A third embodiment will now be described, which is generally similar to the first embodiment, for which like parts have been given like reference numerals and will not be described in further detail. The third embodiment involves a more sophisticated distribution of data and engines between the hardware components of the system.

In this embodiment, the client workstation 230 includes a version of the enabling engine arranged to communicate with a local database. The workstation also includes a user interface program arranged to communicate with the remote sectioning engine 223 as well as the local sectioning engine.

The user interface can interact with the remote enabling engine, which in turn interacts with the remote database, in the manner of the first embodiment. In addition, the user interface can interact in the same way with the local enabling engine, which interacts with the local database. The user interface can cause the two enabling engines to synchronise the user's personal excerpt lists between the two databases, using known methods.
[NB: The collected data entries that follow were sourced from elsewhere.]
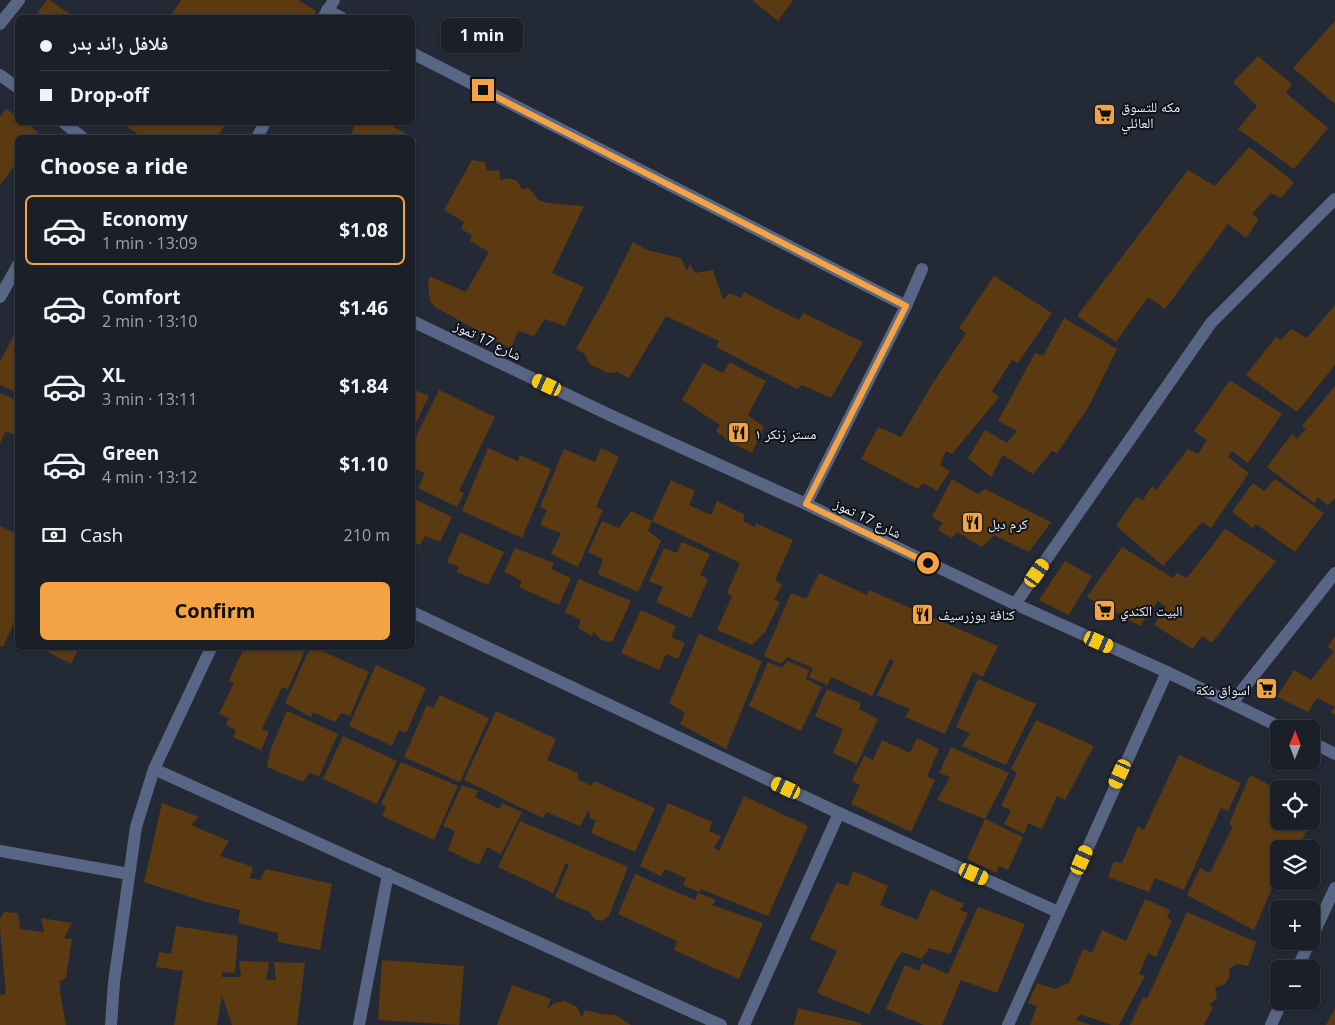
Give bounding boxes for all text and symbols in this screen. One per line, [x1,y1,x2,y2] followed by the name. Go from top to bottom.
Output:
[442,18,524,52] callout: 1 min
[460,24,504,46] text: 1 min
[70,30,168,56] text: فلافل رائد بدر
[472,79,494,101] route end
[70,82,149,108] text: Drop-off
[1121,97,1180,134] place label: مكه للتسوق العائلي
[1093,102,1117,126] supermarket icon: مكه للتسوق العائلي
[40,150,188,180] text: Choose a ride
[102,206,188,232] text: Economy
[42,208,87,253] icon: car
[339,217,388,243] text: $1.08
[102,232,197,254] text: 1 min · 13:09
[102,284,181,310] text: Comfort
[42,286,87,331] icon: car
[339,295,388,321] text: $1.46
[102,310,197,332] text: 2 min · 13:10
[450,315,525,365] street label: شارع 17 تموز
[102,362,125,388] text: XL
[42,364,87,409] icon: car
[530,372,563,398] car
[339,373,388,399] text: $1.84
[102,388,197,410] text: 3 min · 13:11
[727,421,751,445] restaurant icon: مستر زنكر ١
[755,424,816,443] place label: مستر زنكر ١
[102,440,159,466] text: Green
[42,442,87,487] icon: car
[339,451,388,477] text: $1.10
[102,466,197,488] text: 4 min · 13:12
[830,493,905,543] street label: شارع 17 تموز
[960,511,984,535] restaurant icon: كرم دبل
[988,514,1028,534] place label: كرم دبل
[40,521,68,549] icon: cash
[80,522,123,548] text: Cash
[344,524,390,546] text: 210 m
[917,552,939,574] route start
[1022,556,1051,590] car
[40,582,390,640] button: Confirm
[1092,598,1116,622] supermarket icon: البيت الكندي
[1120,601,1183,622] place label: البيت الكندي
[910,602,934,626] restaurant icon: كنافة يوزرسيف
[938,605,1015,624] place label: كنافة يوزرسيف
[1082,629,1115,655] car
[1254,677,1278,701] supermarket icon: اسواق مكة
[1196,680,1250,699] place label: اسواق مكة
[1270,720,1320,770] north arrow
[1270,720,1320,1010] map controls
[1107,757,1132,791] car
[769,775,802,801] car
[1270,780,1320,830] button: locate
[1270,840,1320,890] button: layers
[1069,843,1094,877] car
[957,861,990,887] car
[1270,900,1320,950] button: +
[1270,960,1320,1010] button: −

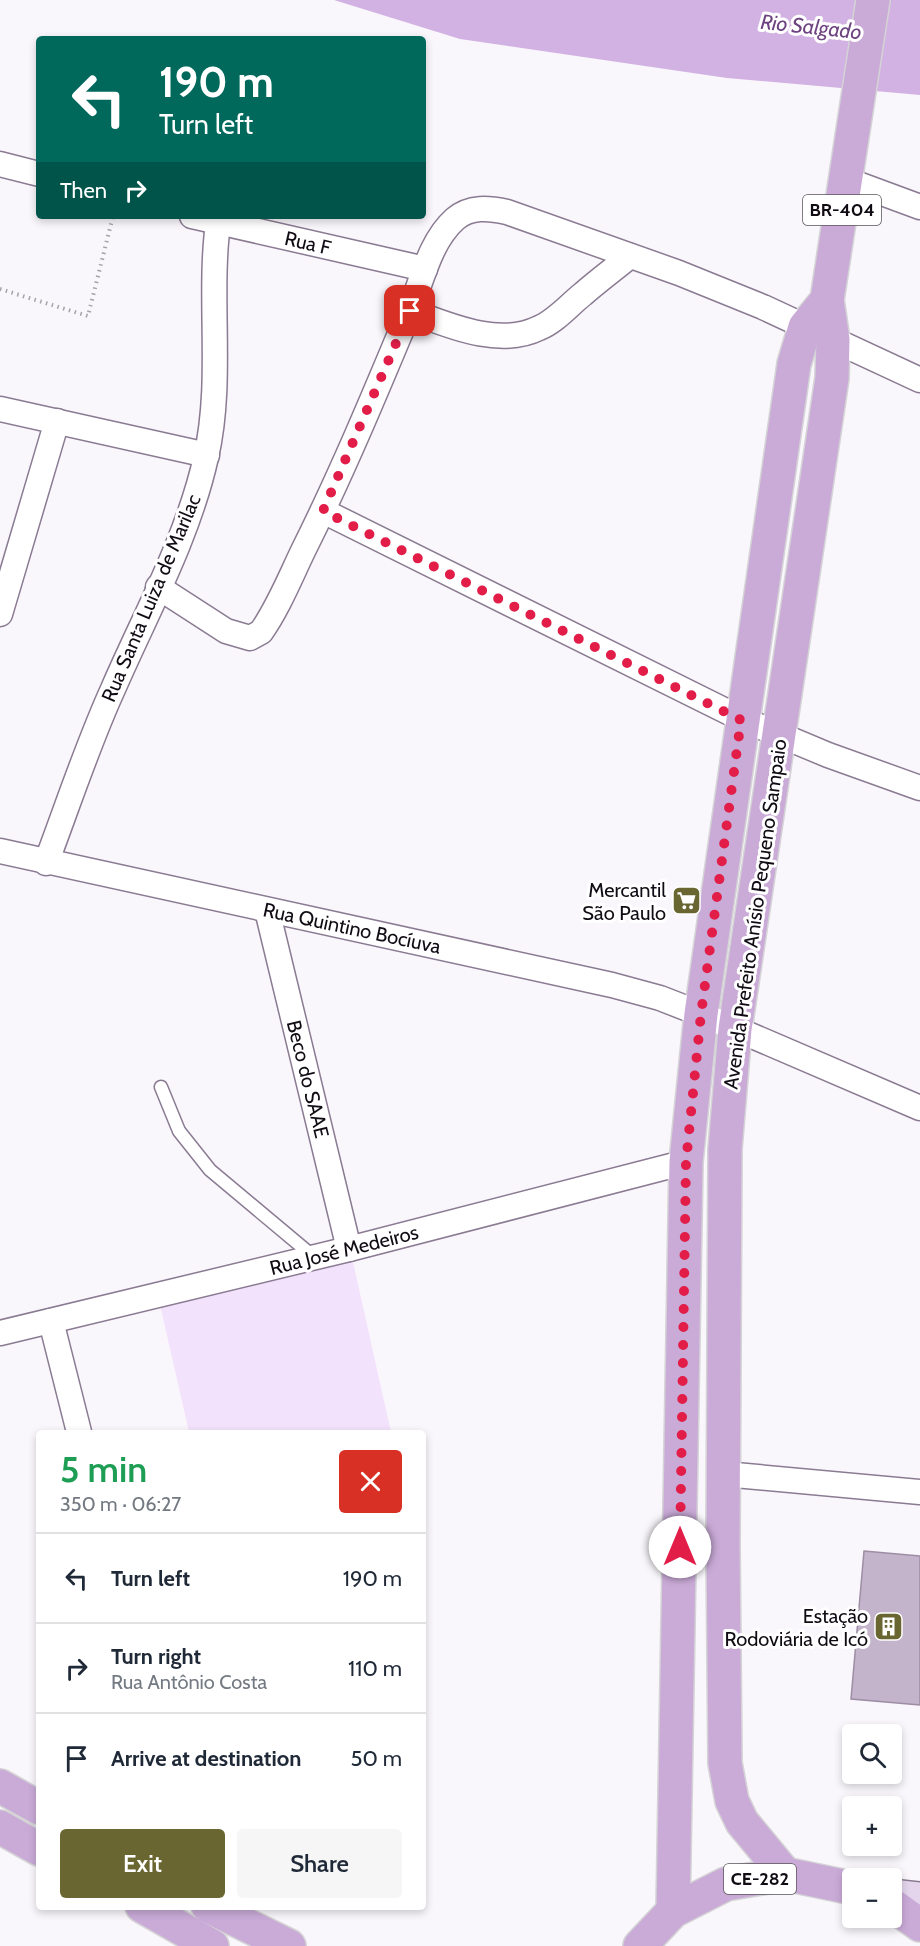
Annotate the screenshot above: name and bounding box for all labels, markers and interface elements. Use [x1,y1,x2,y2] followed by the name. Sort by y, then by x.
[759,9,863,44] water label: Rio Salgado
[159,56,274,108] text: 190 m
[60,60,138,138] icon: left
[159,108,253,141] text: Turn left
[119,174,152,207] icon: right
[60,177,107,204] text: Then
[803,195,881,225] road number: BR-404
[282,226,334,260] street label: Rua F
[384,285,435,336] pin
[393,294,426,327] icon: arrive
[96,491,206,705] street label: Rua Santa Luiza de Marilac
[719,737,791,1091] street label: Avenida Prefeito Anísio Pequeno Sampaio
[582,878,666,925] place label: Mercantil São Paulo
[671,885,703,917] supermarket icon: Mercantil São Paulo
[261,897,443,959] street label: Rua Quintino Bocíuva
[282,1018,334,1140] street label: Beco do SAAE
[267,1220,421,1280] street label: Rua José Medeiros
[60,1447,147,1491] text: 5 min
[339,1450,402,1513] button: close
[60,1492,181,1516] text: 350 m · 06:27
[648,1515,712,1579] position arrow
[60,1562,93,1595] icon: left
[111,1565,190,1592] text: Turn left
[343,1565,402,1592] text: 190 m
[724,1604,868,1651] place label: Estação Rodoviária de Icó
[873,1611,905,1643] building icon: Estação Rodoviária de Icó
[111,1643,201,1670] text: Turn right
[60,1652,93,1685] icon: right
[348,1655,402,1682] text: 110 m
[111,1670,267,1694] text: Rua Antônio Costa
[842,1724,902,1928] map controls
[842,1724,902,1784] button: search
[60,1742,93,1775] icon: arrive
[111,1745,301,1772] text: Arrive at destination
[350,1745,402,1772] text: 50 m
[842,1796,902,1856] button: +
[60,1829,225,1898] button: Exit
[237,1829,402,1898] button: Share
[724,1864,796,1894] road number: CE-282
[842,1868,902,1928] button: −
The volume and section metadata and the page data and files referred to by the personal excerpts in the list are synchronised, therefore both databases contain copies of all data relating to the excerpts most recently defined by that user (or including other users if authorised). Whenever the remote database is unavailable, for example when the network link 260 is broken, the local enabling engine may still be used to search, view, excerpt and process the material that is in the local database.
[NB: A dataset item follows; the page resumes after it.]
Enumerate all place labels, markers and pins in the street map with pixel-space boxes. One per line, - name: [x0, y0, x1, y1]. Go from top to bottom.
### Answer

In an alternative arrangement, the remote enabling engine and database may be replaced by a remote enabling application programmers interface (API) to an alternative type of digital library not implemented according to this invention. The API allows the local enabling engine to search, display, section and process data from the alternative library, in the manner of the first embodiment. Data may be extracted from the remote library system and saved in the local database in a manner consistent with the first embodiment.
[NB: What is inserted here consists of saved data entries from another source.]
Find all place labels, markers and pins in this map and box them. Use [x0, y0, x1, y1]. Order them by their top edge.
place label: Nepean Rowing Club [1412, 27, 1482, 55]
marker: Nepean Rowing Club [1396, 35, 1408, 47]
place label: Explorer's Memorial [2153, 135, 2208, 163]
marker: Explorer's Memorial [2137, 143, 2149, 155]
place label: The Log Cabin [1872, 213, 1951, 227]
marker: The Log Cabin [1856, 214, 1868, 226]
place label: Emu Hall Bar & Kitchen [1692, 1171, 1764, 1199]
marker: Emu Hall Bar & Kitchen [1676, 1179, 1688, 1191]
In an alternative arrangement, the local enabling engine is arranged to copy and save data relating to user extracts from multiple remote enabling engines and from multiple remote sectioning APIs. It will be appreciated that, in this case, the system comprising local interface, database and enabling engine becomes a centralised, interactive store for a user's personal excerpts taken from a multiplicity of different remote digital libraries.

Fourth Embodiment

A fourth embodiment will now be described, which is generally similar to the first embodiment, for which like parts have been given like reference numerals and will not be described in further detail.

The fourth embodiment is an internet publishing centre enabling cartoon artists to self-publish their material In a collective, themed environment. In this embodiment, a data portion corresponds to a single cartoon strip, while each initial proxy asset references all of an artist's cartoons for one year, in chronological order. Users create additional proxy assets representing, for example, cartoons on a common theme, or strips that develop a running story.

In this embodiment, an enabling engine is running on a centralised server 220. Various artists each have data preparation systems similar to 210, at which they scan cartoon strips as they finish drawing them. The strips may have varying length, may be in colour or black and white, and may have any layout. Each strip is saved as a separate image file, as described in the case of the first embodiment.

The artist may optionally OCR the cartoons to extract and store the strip text from the speech bubbles; this is a feasible technique as some OCR packages can be trained to recognise a consistent handwriting.

The server 220 runs a loading engine which interacts with the application server and web server to dynamically generate a user interface that is presented to the artist's web browser for display, where the web browser is running on the artist's data preparation system 210.

Through the loading engine interface, the artist can copy the cartoon strip image files onto the server's file system, and insert a reference to each image file as a separate strip record into a table analogous to the page table 420 in the database on the server 220. The loading interface enables the artist to additionally include the strip text that was generated by the OCR process into the corresponding strip record. Alternatively the artist may manually enter the cartoon strip's text through the user interface. Alternatively, a centralised OCR process on 220 may be invoked by the loading engine to generate strip text automatically upon loading of a new image file, and to store that strip text in the appropriate strip record in the page table.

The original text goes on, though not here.